[Extracted records]
────────────────────────────────────────

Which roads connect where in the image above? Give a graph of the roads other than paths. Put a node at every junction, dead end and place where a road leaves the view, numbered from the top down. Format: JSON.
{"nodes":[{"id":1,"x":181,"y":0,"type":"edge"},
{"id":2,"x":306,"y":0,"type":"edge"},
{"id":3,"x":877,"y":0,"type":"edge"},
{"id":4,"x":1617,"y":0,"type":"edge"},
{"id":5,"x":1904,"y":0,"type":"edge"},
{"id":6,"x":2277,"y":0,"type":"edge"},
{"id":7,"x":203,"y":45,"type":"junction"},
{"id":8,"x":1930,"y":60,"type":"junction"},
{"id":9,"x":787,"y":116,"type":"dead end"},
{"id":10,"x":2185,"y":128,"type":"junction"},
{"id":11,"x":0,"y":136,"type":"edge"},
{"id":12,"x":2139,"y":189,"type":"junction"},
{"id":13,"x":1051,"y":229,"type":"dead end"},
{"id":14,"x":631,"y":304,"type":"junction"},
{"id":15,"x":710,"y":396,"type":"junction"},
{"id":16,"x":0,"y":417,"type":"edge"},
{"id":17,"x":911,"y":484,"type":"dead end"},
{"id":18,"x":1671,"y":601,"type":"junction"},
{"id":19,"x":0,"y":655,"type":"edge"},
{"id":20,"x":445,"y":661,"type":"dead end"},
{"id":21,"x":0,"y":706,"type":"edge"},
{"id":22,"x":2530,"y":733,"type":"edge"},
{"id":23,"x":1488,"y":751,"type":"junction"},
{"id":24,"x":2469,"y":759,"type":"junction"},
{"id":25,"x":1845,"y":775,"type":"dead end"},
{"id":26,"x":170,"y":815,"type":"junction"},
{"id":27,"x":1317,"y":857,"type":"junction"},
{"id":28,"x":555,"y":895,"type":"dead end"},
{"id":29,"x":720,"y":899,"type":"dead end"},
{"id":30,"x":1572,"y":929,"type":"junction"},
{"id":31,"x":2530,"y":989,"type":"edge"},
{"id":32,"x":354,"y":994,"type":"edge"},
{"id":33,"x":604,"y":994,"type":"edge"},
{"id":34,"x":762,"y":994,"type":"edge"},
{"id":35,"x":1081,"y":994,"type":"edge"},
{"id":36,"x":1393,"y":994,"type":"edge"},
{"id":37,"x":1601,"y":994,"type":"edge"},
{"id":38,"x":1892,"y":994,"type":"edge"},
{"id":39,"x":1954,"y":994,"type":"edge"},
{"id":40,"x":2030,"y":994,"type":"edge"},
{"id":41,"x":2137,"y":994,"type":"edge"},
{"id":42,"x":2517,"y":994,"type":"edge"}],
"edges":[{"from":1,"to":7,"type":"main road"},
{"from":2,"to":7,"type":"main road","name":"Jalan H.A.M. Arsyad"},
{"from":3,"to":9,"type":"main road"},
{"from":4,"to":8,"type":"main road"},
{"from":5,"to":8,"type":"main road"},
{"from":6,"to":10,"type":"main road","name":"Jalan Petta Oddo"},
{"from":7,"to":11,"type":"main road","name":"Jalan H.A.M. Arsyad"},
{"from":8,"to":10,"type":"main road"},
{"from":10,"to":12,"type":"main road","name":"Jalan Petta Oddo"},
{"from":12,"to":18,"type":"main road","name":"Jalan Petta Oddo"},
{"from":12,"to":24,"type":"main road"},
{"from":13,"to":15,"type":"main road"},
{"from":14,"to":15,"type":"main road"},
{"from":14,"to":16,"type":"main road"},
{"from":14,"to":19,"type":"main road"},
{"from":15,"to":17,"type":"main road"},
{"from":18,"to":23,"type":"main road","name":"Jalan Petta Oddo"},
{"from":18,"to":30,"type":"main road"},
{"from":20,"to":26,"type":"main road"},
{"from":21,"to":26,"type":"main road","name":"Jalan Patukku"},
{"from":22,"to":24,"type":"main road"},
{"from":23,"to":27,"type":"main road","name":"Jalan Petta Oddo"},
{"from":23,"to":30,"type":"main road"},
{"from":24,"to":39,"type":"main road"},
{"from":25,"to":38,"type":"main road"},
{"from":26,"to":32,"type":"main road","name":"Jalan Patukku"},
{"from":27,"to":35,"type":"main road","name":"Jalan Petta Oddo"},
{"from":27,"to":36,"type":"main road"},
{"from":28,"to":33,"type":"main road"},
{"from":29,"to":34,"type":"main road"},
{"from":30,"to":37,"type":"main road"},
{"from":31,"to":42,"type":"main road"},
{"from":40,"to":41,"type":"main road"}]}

────────────────────────────────────────

• _Brief_
Extract each line holding the word "Arsyad" from the records.

• _Reply to the exercise_
{"from":2,"to":7,"type":"main road","name":"Jalan H.A.M. Arsyad"},
{"from":7,"to":11,"type":"main road","name":"Jalan H.A.M. Arsyad"},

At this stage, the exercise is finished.